Work request » Transcribe all the entries word for word, but omit the images.

'''

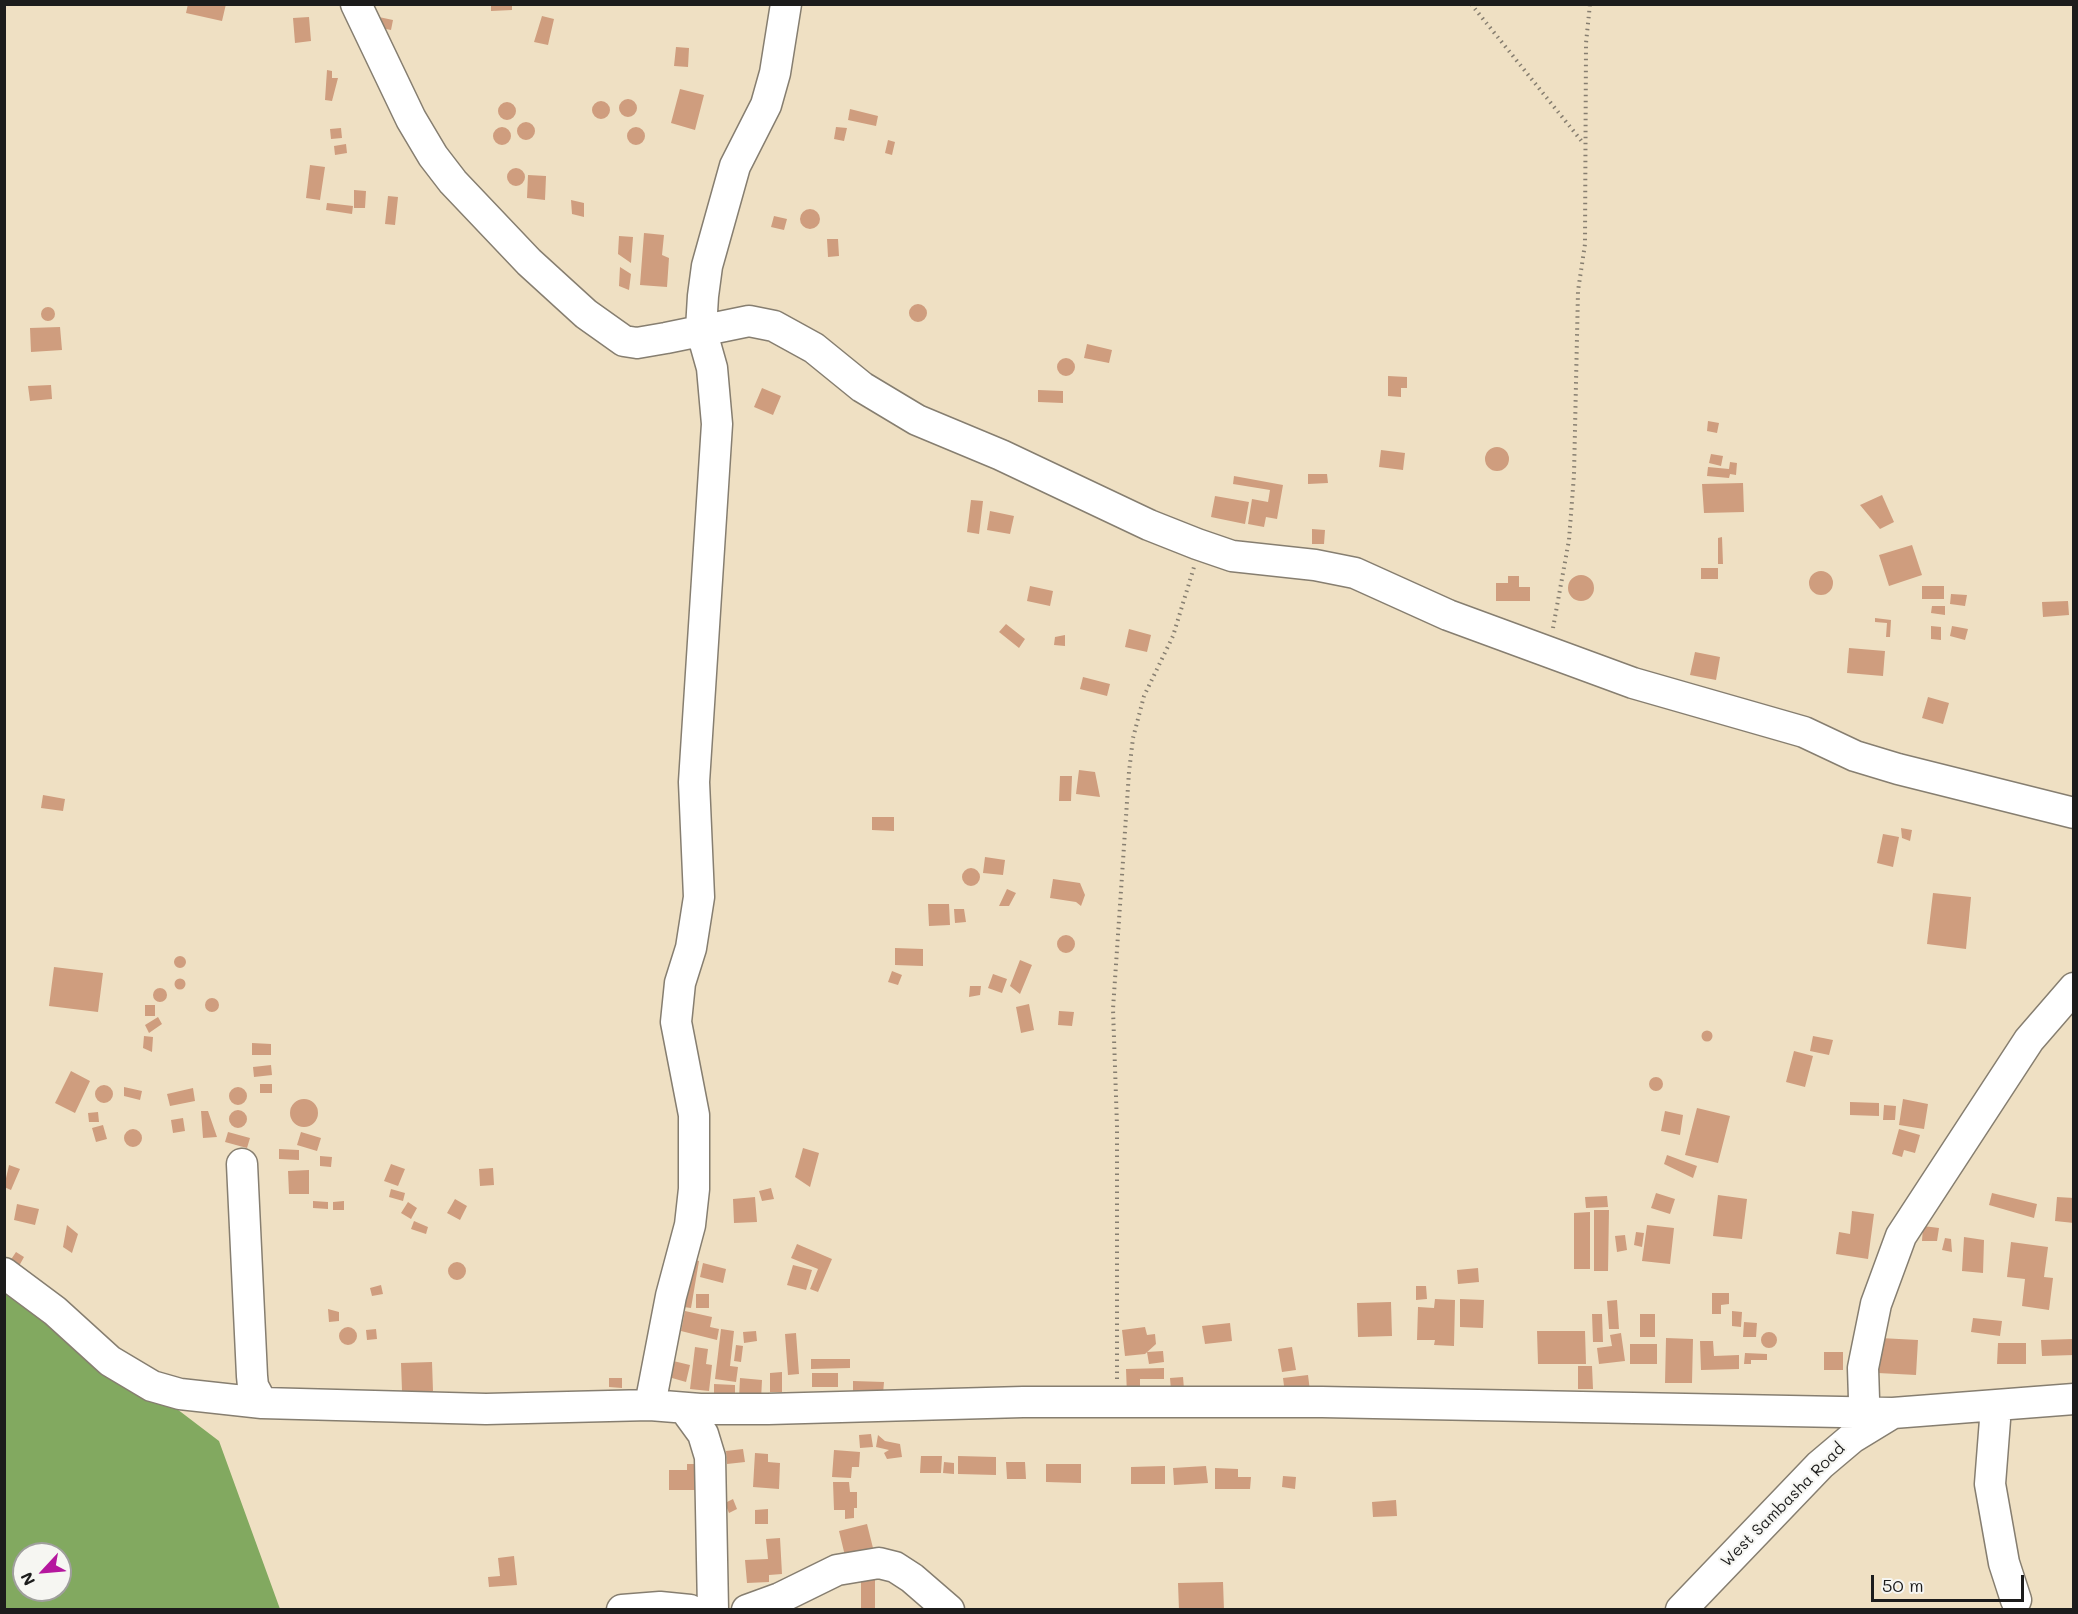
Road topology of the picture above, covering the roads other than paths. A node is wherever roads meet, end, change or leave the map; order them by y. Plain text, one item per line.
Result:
1 (356, 4) edge
2 (786, 4) edge
3 (701, 329) junction
4 (2073, 813) edge
5 (2073, 988) edge
6 (242, 1164) dead end
7 (4, 1273) edge
8 (1864, 1399) dead end
9 (2073, 1399) edge
10 (262, 1403) junction
11 (650, 1405) junction
12 (1996, 1407) junction
13 (684, 1408) junction
14 (1893, 1413) junction
15 (2016, 1600) dead end
16 (622, 1610) edge
17 (690, 1610) edge
18 (713, 1610) edge
19 (747, 1610) edge
20 (949, 1610) edge
21 (1681, 1610) edge

1 - 3 street
2 - 3 street
3 - 4 street
3 - 11 street
5 - 8 street
6 - 10 street
7 - 10 street
9 - 12 street, West Sambasha Road
10 - 11 street
11 - 13 street
12 - 14 street, West Sambasha Road
12 - 15 street
13 - 14 street
13 - 18 street
14 - 21 street, West Sambasha Road
16 - 17 street
19 - 20 street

'''

Your solution »
Road topology of the picture above, covering the roads other than paths. A node is wherever roads meet, end, change or leave the map; order them by y. Plain text, one item per line.
Result:
1 (356, 4) edge
2 (786, 4) edge
3 (701, 329) junction
4 (2073, 813) edge
5 (2073, 988) edge
6 (242, 1164) dead end
7 (4, 1273) edge
8 (1864, 1399) dead end
9 (2073, 1399) edge
10 (262, 1403) junction
11 (650, 1405) junction
12 (1996, 1407) junction
13 (684, 1408) junction
14 (1893, 1413) junction
15 (2016, 1600) dead end
16 (622, 1610) edge
17 (690, 1610) edge
18 (713, 1610) edge
19 (747, 1610) edge
20 (949, 1610) edge
21 (1681, 1610) edge

1 - 3 street
2 - 3 street
3 - 4 street
3 - 11 street
5 - 8 street
6 - 10 street
7 - 10 street
9 - 12 street, West Sambasha Road
10 - 11 street
11 - 13 street
12 - 14 street, West Sambasha Road
12 - 15 street
13 - 14 street
13 - 18 street
14 - 21 street, West Sambasha Road
16 - 17 street
19 - 20 street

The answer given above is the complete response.